ACTIVITY: From the entries below, please gather each line containing the string "Gang".

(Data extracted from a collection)
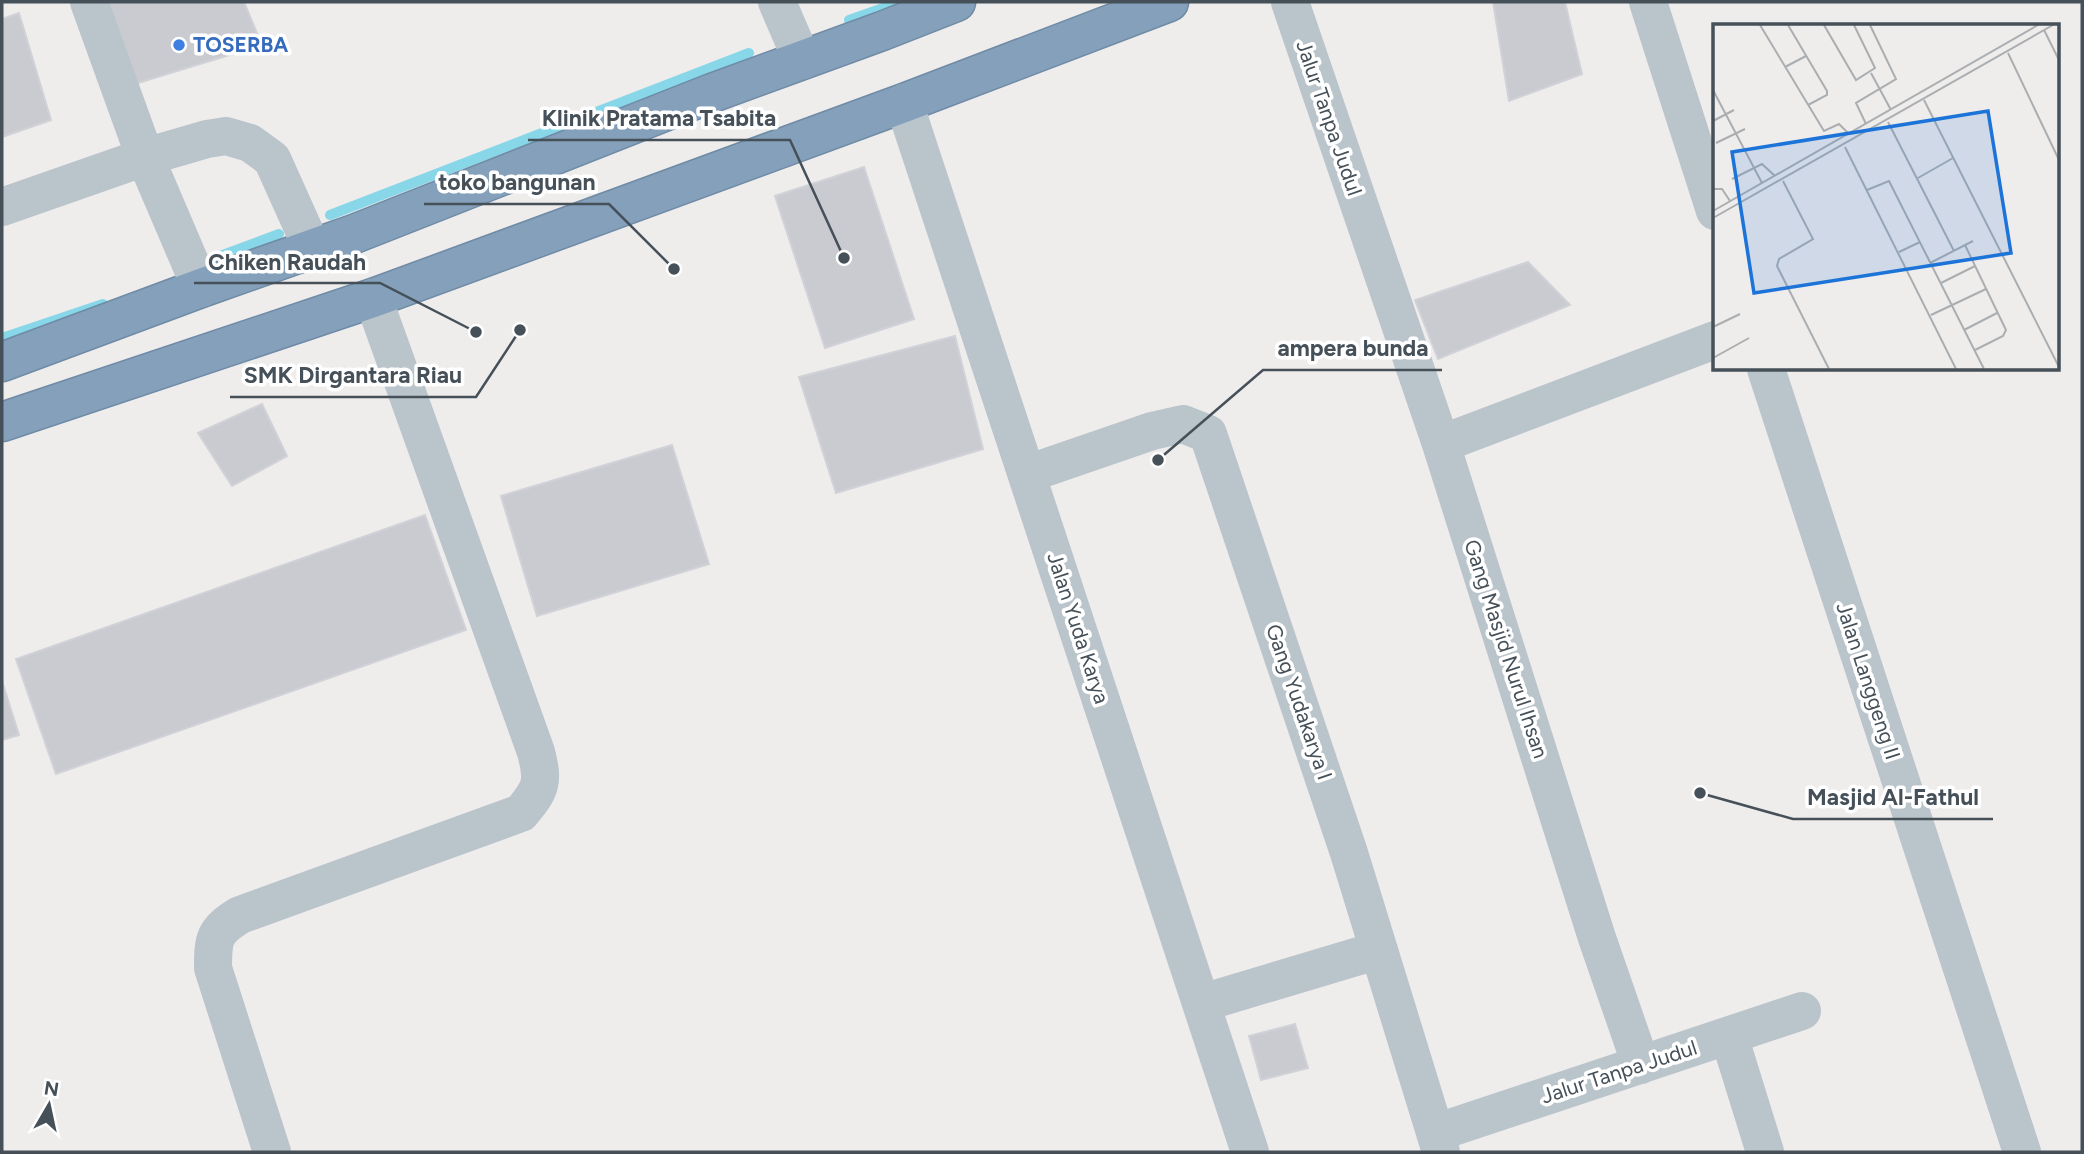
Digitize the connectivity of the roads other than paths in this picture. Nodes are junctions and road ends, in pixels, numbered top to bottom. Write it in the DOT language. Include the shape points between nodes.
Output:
graph roads {
  1 [pos="89,2"];
  2 [pos="777,2"];
  3 [pos="1168,2"];
  4 [pos="1290,2"];
  5 [pos="1648,2"];
  6 [pos="951,3"];
  7 [pos="802,61"];
  8 [pos="904,103"];
  9 [pos="145,157"];
  10 [pos="1713,205"];
  11 [pos="2,207"];
  12 [pos="1369,234"];
  13 [pos="312,248"];
  14 [pos="201,288"];
  15 [pos="373,298"];
  16 [pos="1713,341"];
  17 [pos="2,362"];
  18 [pos="1767,371"];
  19 [pos="2,422"];
  20 [pos="1441,444"];
  21 [pos="1027,474"];
  22 [pos="1379,950"];
  23 [pos="1202,1003"];
  24 [pos="1802,1011"];
  25 [pos="1729,1036"];
  26 [pos="1641,1065"];
  27 [pos="1438,1143"];
  28 [pos="272,1152"];
  29 [pos="1251,1152"];
  30 [pos="1765,1152"];
  31 [pos="2022,1152"];
  1 -- 9 [label="street"];
  2 -- 7 [label="street"];
  3 -- 8 [label="highway"];
  4 -- 12 [label="street, Jalur Tanpa Judul"];
  5 -- 10 [label="street"];
  6 -- 7 [label="highway"];
  7 -- 13 [label="highway"];
  8 -- 15 [label="highway"];
  8 -- 21 [label="street, Jalan Yuda Karya"];
  9 -- 11 [label="street"];
  9 -- 13 [label="street" via="226,136 250,143 272,159"];
  9 -- 14 [label="street"];
  12 -- 20 [label="street, Gang Masjid Nurul Ihsan"];
  13 -- 14 [label="highway"];
  14 -- 17 [label="highway"];
  15 -- 19 [label="highway"];
  15 -- 28 [label="street" via="541,771 538,792 521,813 240,915 222,927 213,943 213,968"];
  16 -- 20 [label="street"];
  18 -- 31 [label="street, Jalan Langgeng II"];
  20 -- 26 [label="street, Gang Masjid Nurul Ihsan"];
  21 -- 22 [label="street, Gang Yudakarya I" via="1152,431 1184,424 1208,434"];
  21 -- 23 [label="street, Jalan Yuda Karya"];
  22 -- 23 [label="street"];
  22 -- 27 [label="street, Gang Yudakarya I"];
  23 -- 29 [label="street, Jalan Yuda Karya"];
  24 -- 25 [label="street, Jalur Tanpa Judul"];
  25 -- 26 [label="street, Jalur Tanpa Judul"];
  25 -- 30 [label="street"];
  26 -- 27 [label="street, Jalur Tanpa Judul"];
}
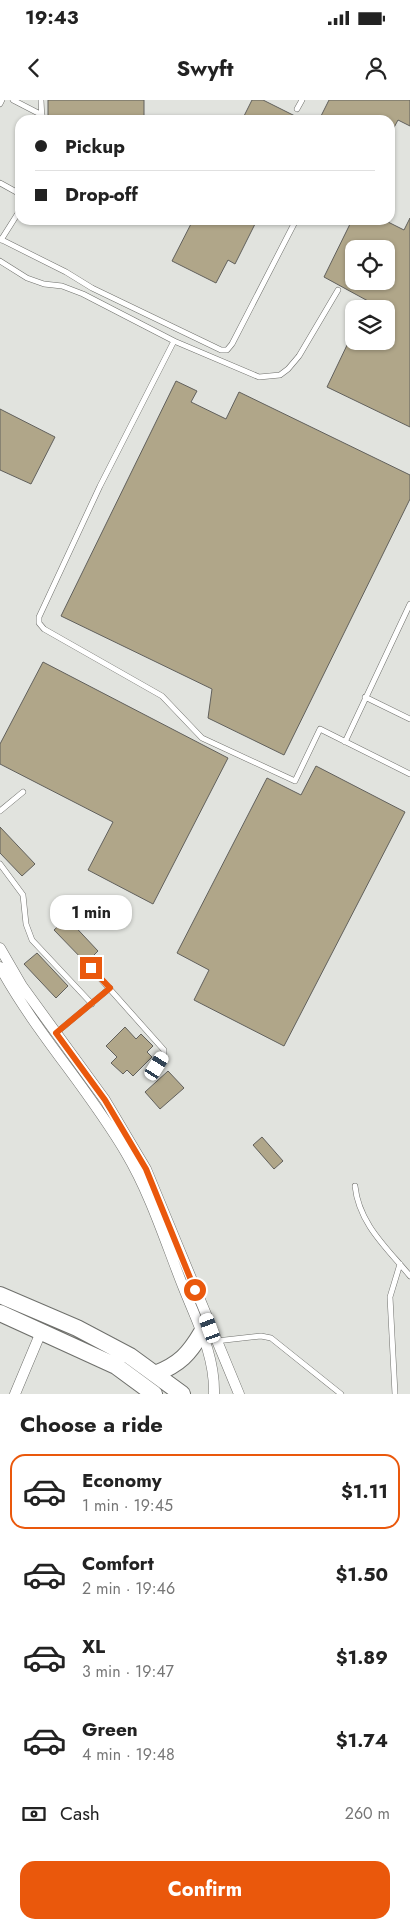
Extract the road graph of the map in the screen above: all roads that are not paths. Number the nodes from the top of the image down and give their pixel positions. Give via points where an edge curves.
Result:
1 (2, 100) edge
2 (13, 100) edge
3 (41, 100) edge
4 (302, 100) edge
5 (0, 104) edge
6 (296, 109) dead end
7 (39, 115) edge
8 (42, 115) edge
9 (0, 183) edge
10 (15, 191) edge
11 (15, 218) edge
12 (293, 225) edge
13 (1, 240) edge
14 (0, 261) edge
15 (338, 290) dead end
16 (174, 341) junction
17 (410, 604) edge
18 (365, 697) junction
19 (410, 720) edge
20 (345, 742) junction
21 (410, 774) edge
22 (22, 792) dead end
23 (0, 811) edge
24 (0, 864) edge
25 (0, 948) edge
26 (0, 967) edge
27 (91, 968) dead end
28 (110, 988) junction
29 (92, 1004) junction
30 (56, 1033) junction
31 (157, 1066) dead end
32 (355, 1186) dead end
33 (400, 1264) junction
34 (410, 1276) edge
35 (0, 1295) edge
36 (0, 1313) edge
37 (41, 1332) junction
38 (208, 1337) junction
39 (156, 1374) junction
40 (15, 1394) edge
41 (154, 1394) edge
42 (182, 1394) edge
43 (214, 1394) edge
44 (239, 1394) edge
45 (341, 1394) edge
46 (395, 1394) edge

1 - 5 lane
2 - 7 lane
3 - 8 lane
4 - 6 lane
9 - 10 lane
11 - 13 lane
12 - 13 lane via 227,350 221,350 92,288
14 - 16 lane via 27,278 82,294
15 - 16 lane via 299,356 280,375 251,375
16 - 20 lane via 100,486 39,617 40,623 44,629 162,696 202,738 295,781 320,729
17 - 18 lane
18 - 19 lane
18 - 20 lane
20 - 21 lane
22 - 23 lane
24 - 29 lane via 23,895 26,924 32,940
25 - 30 street via 22,986
26 - 38 street via 17,998 97,1108 139,1174
27 - 28 lane
28 - 29 lane
28 - 31 lane via 164,1050
29 - 30 lane
30 - 38 street via 110,1108 146,1169
32 - 33 lane via 362,1216
33 - 34 lane
33 - 46 lane via 390,1297
35 - 39 main road via 77,1328
36 - 37 main road
37 - 40 street
37 - 41 main road via 116,1366
38 - 39 main road via 171,1368
38 - 43 street
38 - 44 street
38 - 45 lane via 271,1338
39 - 42 main road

ANSWER BOX:
  12 -- 20 [label="street, Gang Masjid Nurul Ihsan"];
  20 -- 26 [label="street, Gang Masjid Nurul Ihsan"];
  21 -- 22 [label="street, Gang Yudakarya I" via="1152,431 1184,424 1208,434"];
  22 -- 27 [label="street, Gang Yudakarya I"];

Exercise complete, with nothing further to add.